### Exercise prompt
Reproduce exactly the lines below from the one containing "middle dip: (876, 706)" through the one containing "middle dip: (1377, 451)", including both, and nothing else.

### Task input

───

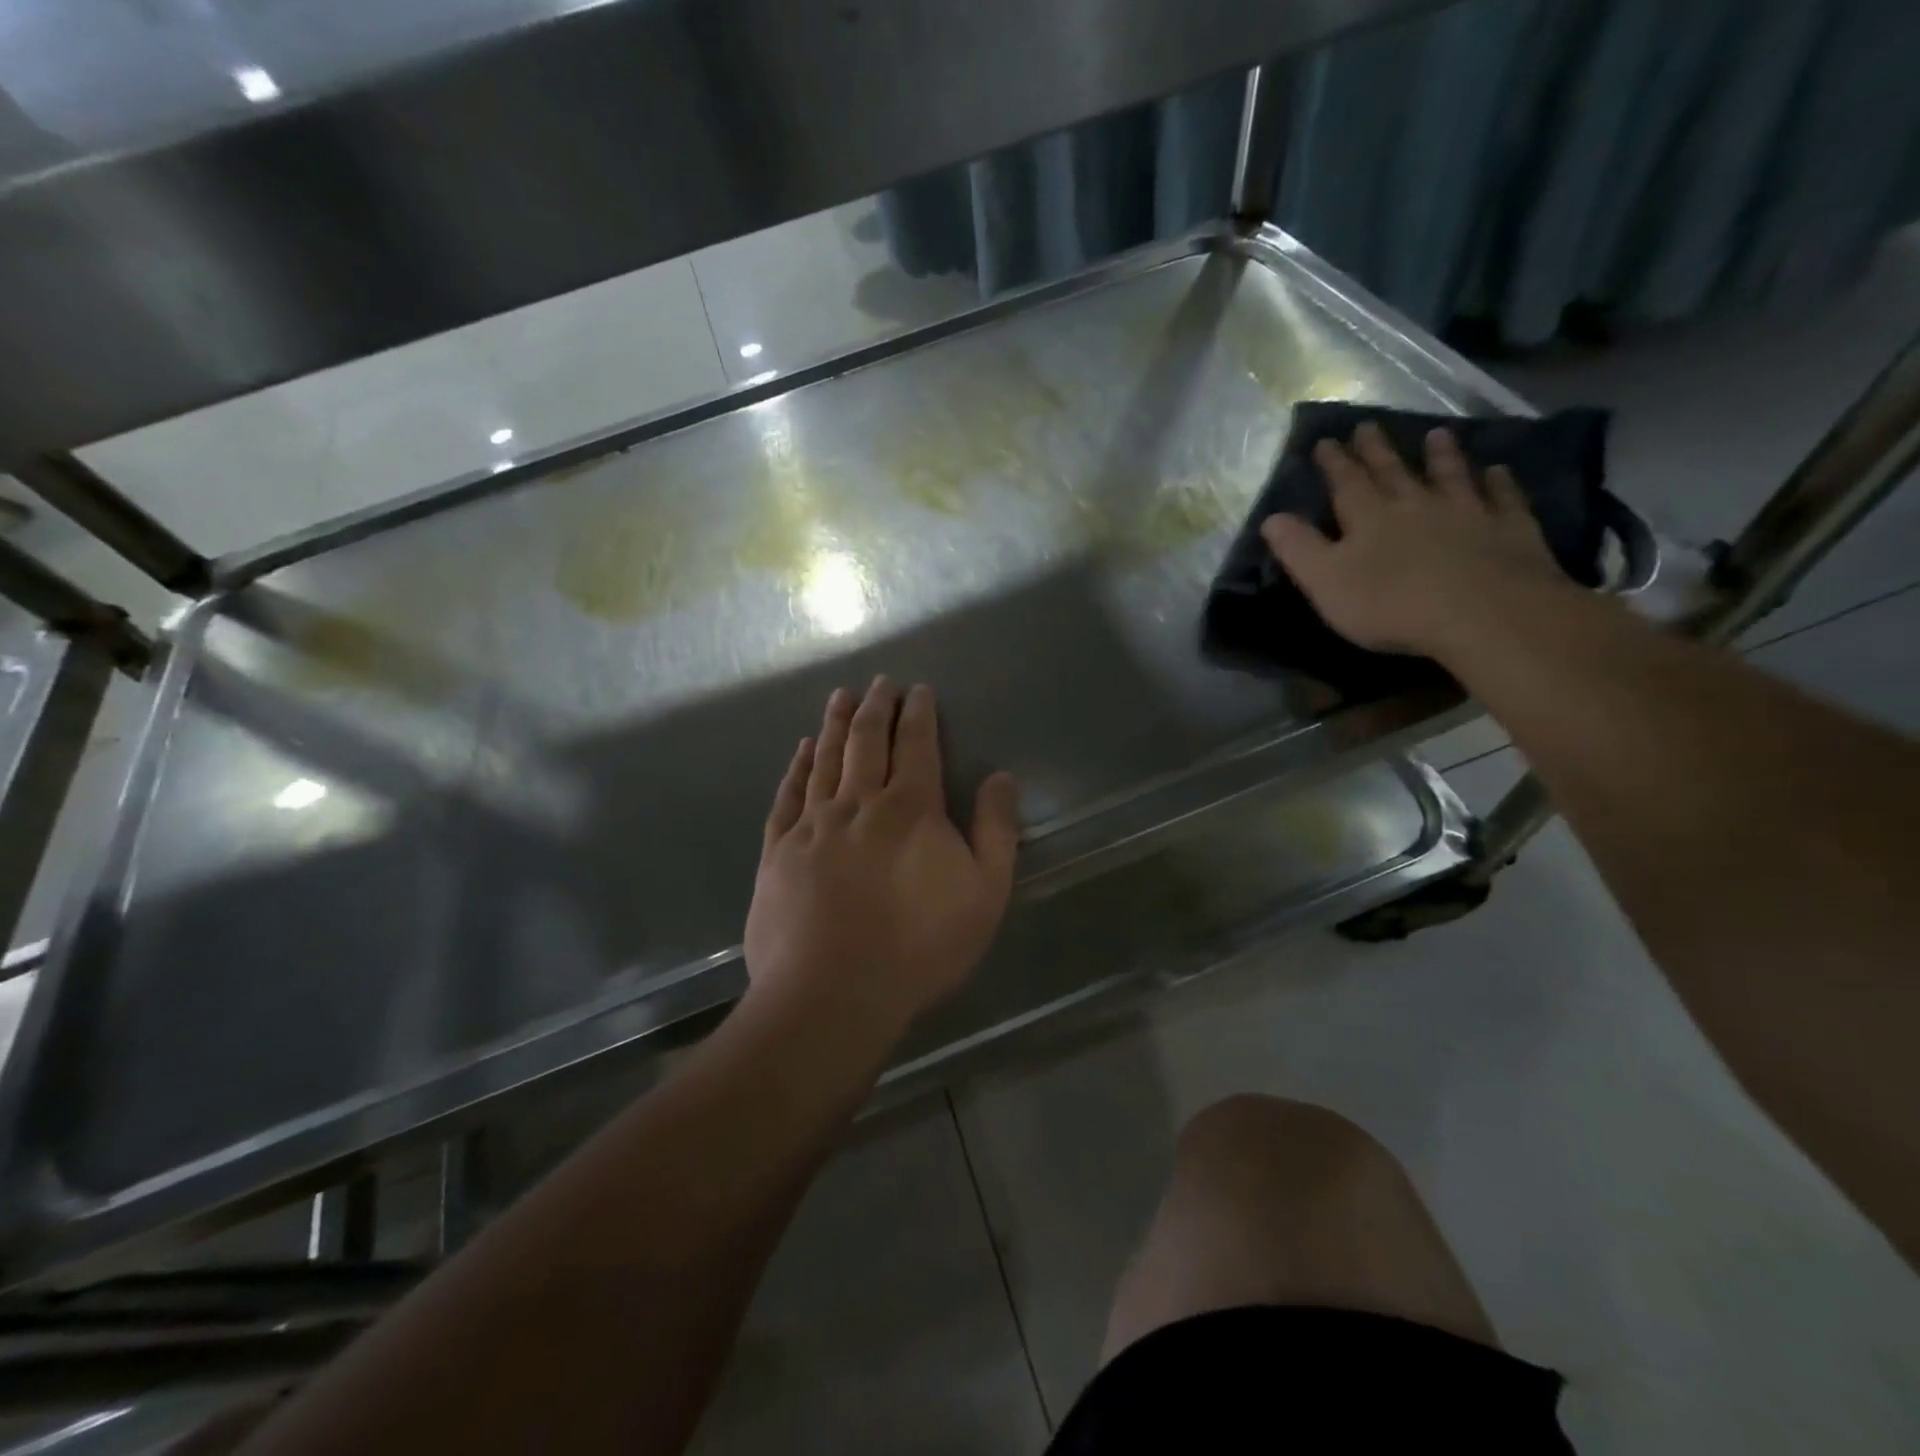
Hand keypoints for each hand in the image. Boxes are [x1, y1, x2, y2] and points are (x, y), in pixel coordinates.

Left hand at [743, 678, 1020, 1035]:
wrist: (832, 993)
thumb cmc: (919, 946)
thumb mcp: (984, 893)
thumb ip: (996, 831)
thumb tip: (1000, 777)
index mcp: (911, 808)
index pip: (916, 744)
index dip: (918, 713)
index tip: (918, 689)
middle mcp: (859, 802)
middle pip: (866, 741)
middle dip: (876, 706)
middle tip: (880, 681)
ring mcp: (813, 824)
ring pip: (824, 758)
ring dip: (835, 723)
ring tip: (841, 696)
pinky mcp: (779, 850)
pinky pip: (788, 794)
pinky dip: (797, 767)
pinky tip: (800, 750)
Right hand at [1260, 422, 1571, 661]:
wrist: (1484, 614)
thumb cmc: (1392, 604)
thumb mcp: (1326, 582)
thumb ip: (1299, 549)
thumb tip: (1271, 518)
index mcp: (1369, 518)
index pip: (1346, 483)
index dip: (1334, 463)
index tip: (1326, 441)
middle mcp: (1416, 505)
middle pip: (1393, 472)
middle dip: (1377, 451)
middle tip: (1368, 425)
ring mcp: (1467, 513)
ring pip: (1450, 475)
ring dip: (1441, 455)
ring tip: (1437, 434)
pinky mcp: (1510, 529)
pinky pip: (1504, 498)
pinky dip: (1499, 482)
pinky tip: (1498, 471)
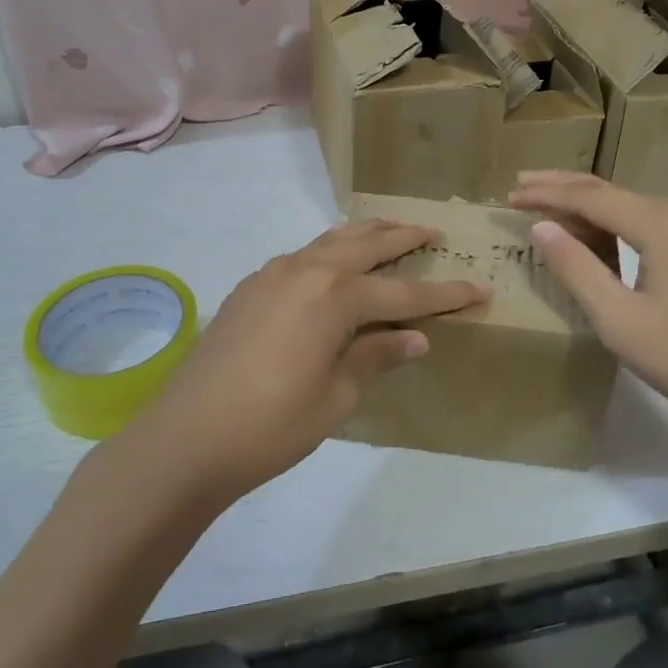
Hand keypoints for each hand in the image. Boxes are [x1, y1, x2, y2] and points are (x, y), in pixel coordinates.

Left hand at [119, 219, 486, 503]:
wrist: (187, 437)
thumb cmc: (271, 425)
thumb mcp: (336, 397)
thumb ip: (376, 356)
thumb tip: (415, 337)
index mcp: (335, 297)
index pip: (403, 292)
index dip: (444, 293)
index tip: (479, 288)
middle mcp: (306, 270)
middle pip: (366, 245)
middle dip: (403, 238)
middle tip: (433, 231)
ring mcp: (273, 274)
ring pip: (329, 241)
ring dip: (364, 235)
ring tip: (389, 230)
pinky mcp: (250, 287)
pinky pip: (301, 255)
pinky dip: (328, 250)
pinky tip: (332, 264)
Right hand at [508, 171, 667, 431]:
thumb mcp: (621, 321)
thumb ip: (577, 269)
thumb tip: (542, 227)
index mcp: (663, 224)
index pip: (590, 196)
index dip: (546, 194)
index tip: (510, 195)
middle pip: (613, 191)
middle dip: (564, 187)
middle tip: (522, 184)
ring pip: (637, 206)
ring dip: (593, 207)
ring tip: (552, 209)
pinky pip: (659, 222)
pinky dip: (623, 223)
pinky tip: (606, 235)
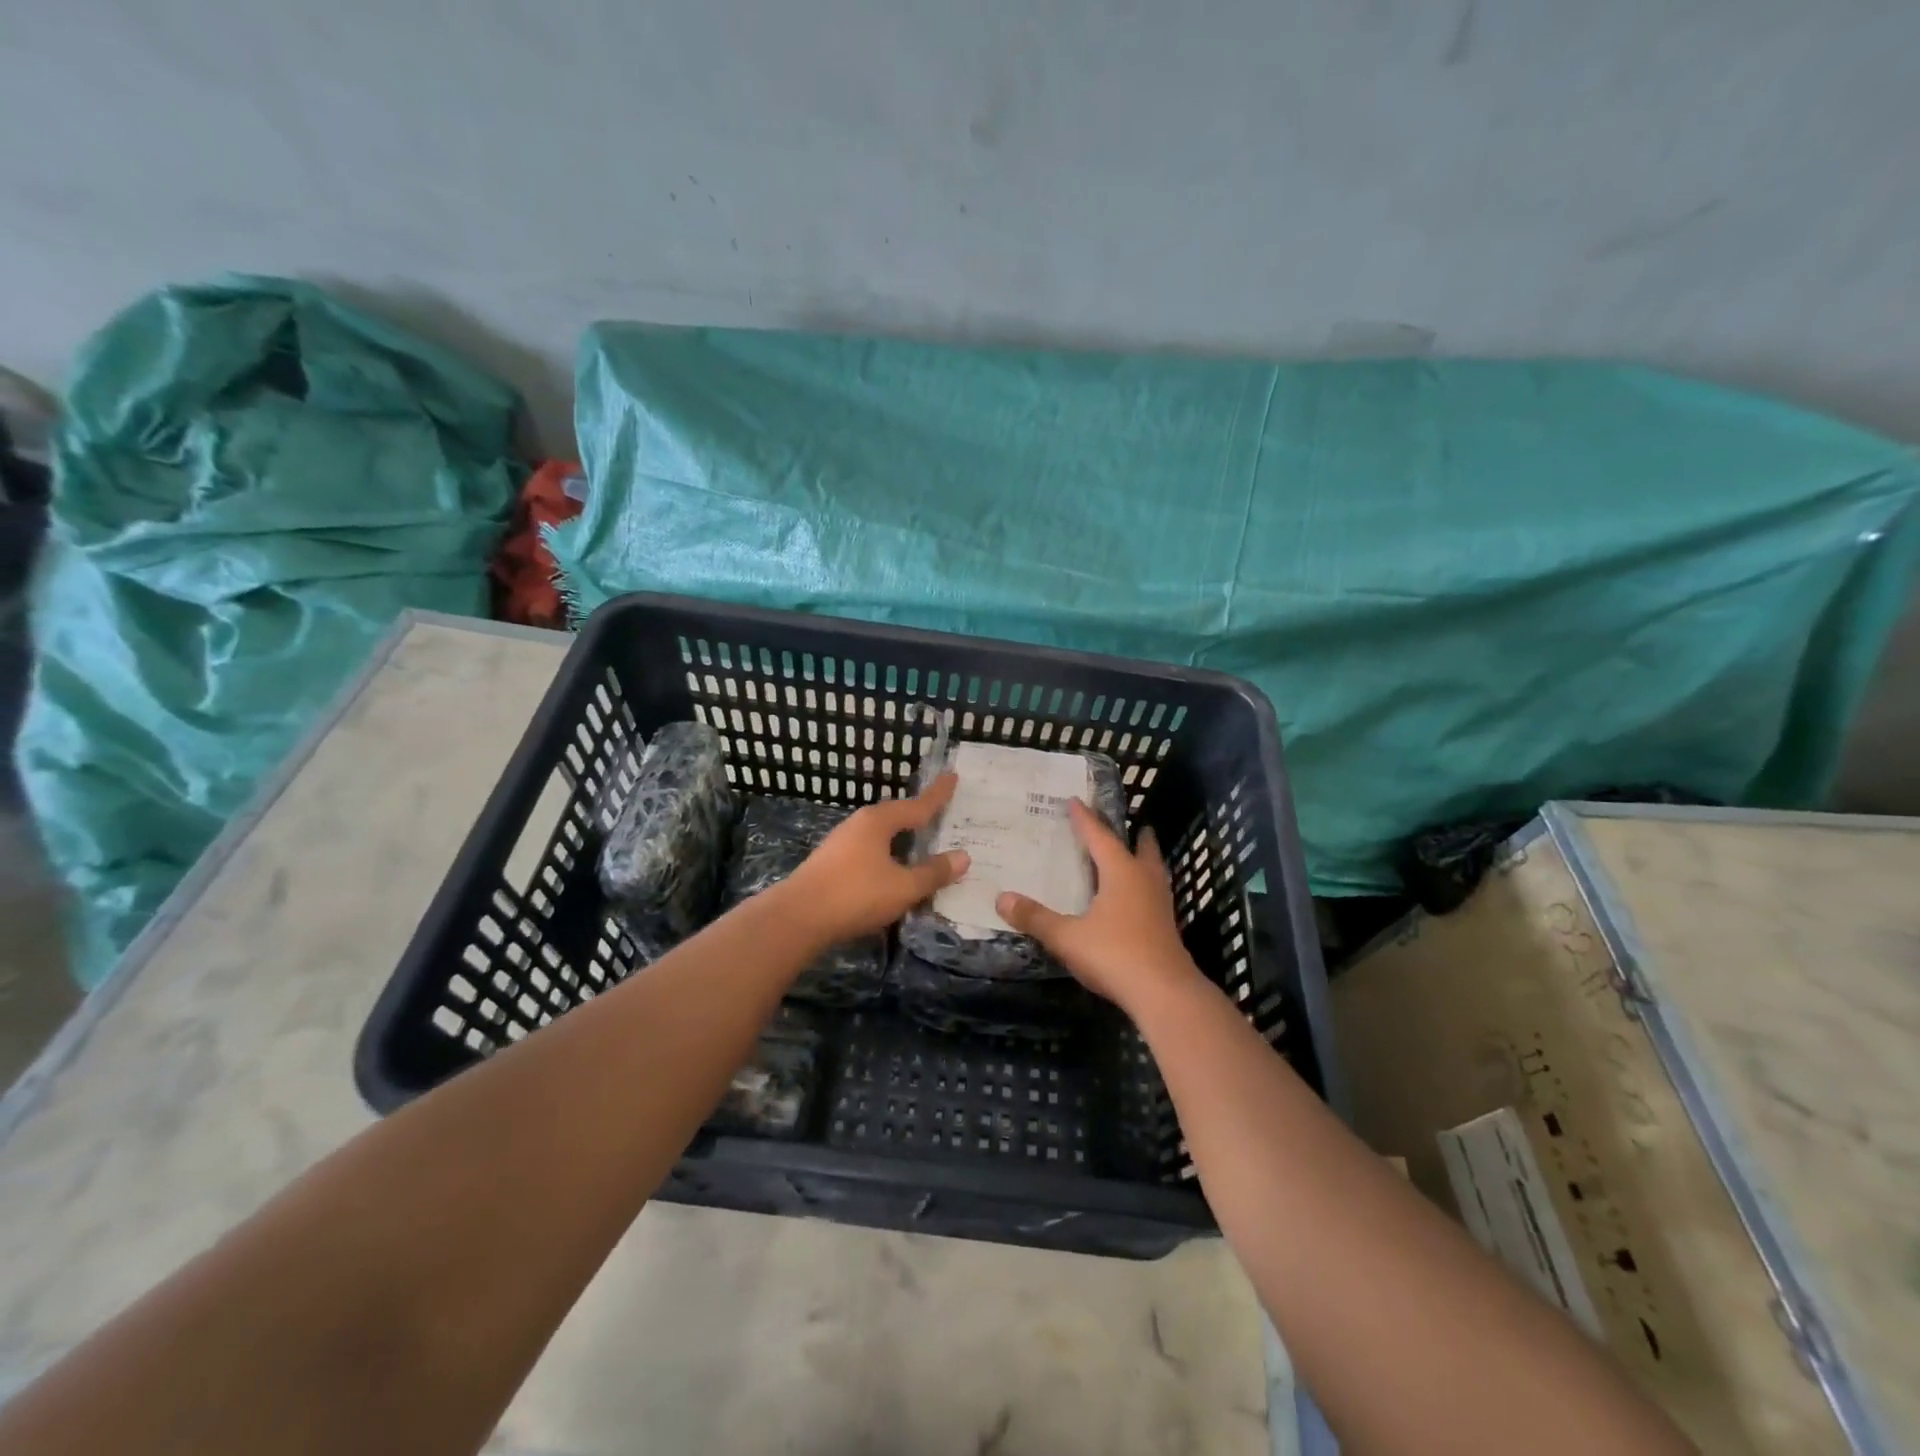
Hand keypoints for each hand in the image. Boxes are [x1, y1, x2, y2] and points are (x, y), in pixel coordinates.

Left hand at [775, 774, 969, 946]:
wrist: (797, 918)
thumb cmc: (856, 894)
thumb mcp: (903, 887)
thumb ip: (933, 872)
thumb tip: (963, 856)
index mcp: (878, 822)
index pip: (917, 805)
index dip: (938, 794)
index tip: (953, 776)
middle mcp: (859, 825)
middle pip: (896, 816)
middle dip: (918, 816)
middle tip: (940, 813)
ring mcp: (841, 844)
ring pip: (880, 836)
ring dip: (901, 839)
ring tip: (920, 844)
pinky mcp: (831, 864)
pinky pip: (869, 852)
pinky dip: (887, 856)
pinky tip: (891, 870)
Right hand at [996, 800, 1204, 1013]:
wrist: (1164, 993)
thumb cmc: (1115, 955)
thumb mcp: (1067, 937)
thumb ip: (1035, 918)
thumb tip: (1001, 898)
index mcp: (1121, 872)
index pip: (1099, 837)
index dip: (1085, 819)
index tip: (1075, 801)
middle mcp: (1144, 881)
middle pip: (1141, 849)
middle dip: (1134, 835)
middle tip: (1131, 824)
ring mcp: (1160, 905)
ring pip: (1153, 871)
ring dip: (1144, 859)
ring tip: (1135, 855)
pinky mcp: (1166, 927)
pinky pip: (1154, 894)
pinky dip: (1144, 885)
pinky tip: (1135, 899)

───

### Answer area
middle dip: (876, 706)
middle tip: (880, 681)
ring mcp: (813, 824)
ring pip: (824, 758)
ring dip: (835, 723)
ring tip: (841, 696)
pinky mcp: (779, 850)
pinky pip: (788, 794)
pinky dip: (797, 767)
pinky tip: (800, 750)
Right hand at [1260, 422, 1571, 661]:
wrist: (1484, 614)
thumb cmc: (1392, 604)
thumb mcp: (1326, 582)
thumb ip: (1299, 549)
thumb tip: (1271, 518)
index mcp: (1369, 518)
index pip: (1346, 483)
index dip: (1334, 463)
index tip: (1326, 441)
middle mcp: (1416, 505)
middle pip: (1393, 472)
middle dip: (1377, 451)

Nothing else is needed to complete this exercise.